CD5 is a potential selecting ligand for B cells surface immunoglobulin framework region sequences

Abstract

In rabbits nearly all B lymphocytes express the glycoprotein CD5, in contrast to mice and humans, where only a small proportion of B cells express this molecule (Raman, C., and K.L. Knight, 1992, J. Immunol. 149: 3858- 3864). CD5 B cells appear to develop early in ontogeny and be maintained throughout life by self-renewal. The function of CD5 on B cells is still unknown. We showed earlier that 'positive' selection occurs during B lymphocyte development in the rabbit appendix. This selection favors B cells expressing surface immunoglobulins with V(H)a2 structures in the first and third framework regions (Pospisil, R., G.O. Young-Cooper, and R.G. Mage, 1995, Proc. Natl.

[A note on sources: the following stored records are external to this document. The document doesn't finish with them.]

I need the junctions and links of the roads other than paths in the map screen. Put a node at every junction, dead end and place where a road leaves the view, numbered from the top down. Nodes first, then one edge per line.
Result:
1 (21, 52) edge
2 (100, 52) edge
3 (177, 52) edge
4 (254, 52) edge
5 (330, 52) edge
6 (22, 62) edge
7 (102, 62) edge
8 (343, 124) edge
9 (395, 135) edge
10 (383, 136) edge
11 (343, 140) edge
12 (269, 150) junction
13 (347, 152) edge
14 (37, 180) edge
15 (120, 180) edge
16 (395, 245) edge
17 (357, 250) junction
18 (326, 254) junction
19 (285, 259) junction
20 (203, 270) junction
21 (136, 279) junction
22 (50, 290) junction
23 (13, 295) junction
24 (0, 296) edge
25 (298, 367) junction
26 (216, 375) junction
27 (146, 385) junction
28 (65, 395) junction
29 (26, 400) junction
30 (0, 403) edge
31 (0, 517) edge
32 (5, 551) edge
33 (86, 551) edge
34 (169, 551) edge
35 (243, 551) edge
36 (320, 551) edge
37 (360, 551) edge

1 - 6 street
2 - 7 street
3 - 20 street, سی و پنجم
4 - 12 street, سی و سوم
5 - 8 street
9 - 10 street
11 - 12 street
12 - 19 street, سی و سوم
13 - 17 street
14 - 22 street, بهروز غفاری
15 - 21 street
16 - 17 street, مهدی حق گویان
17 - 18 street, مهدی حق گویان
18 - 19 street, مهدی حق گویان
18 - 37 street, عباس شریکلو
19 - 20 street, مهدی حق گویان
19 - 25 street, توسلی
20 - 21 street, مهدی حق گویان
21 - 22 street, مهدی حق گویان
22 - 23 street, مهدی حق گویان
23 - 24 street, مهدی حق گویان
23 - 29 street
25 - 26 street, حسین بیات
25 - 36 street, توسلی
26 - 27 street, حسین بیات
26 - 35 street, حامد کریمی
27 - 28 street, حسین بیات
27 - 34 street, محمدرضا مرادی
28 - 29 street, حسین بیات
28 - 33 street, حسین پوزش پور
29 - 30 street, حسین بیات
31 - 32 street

Acad. Sci. USA, 92:6961-6965). Here we report that F(ab')2 fragments, especially those bearing V(H)a2 framework region determinants, specifically interact with the B cell-surface glycoprotein CD5. This interaction can be inhibited by anti-CD5 antibodies. Furthermore, immobilized F(ab')2 fragments selectivity bind CD5 molecules in appendix cell lysates. Interactions of V(H) framework region structures with CD5 may affect maintenance and selective expansion of particular B cells and thus contribute to autostimulatory growth of autoimmune or transformed cells.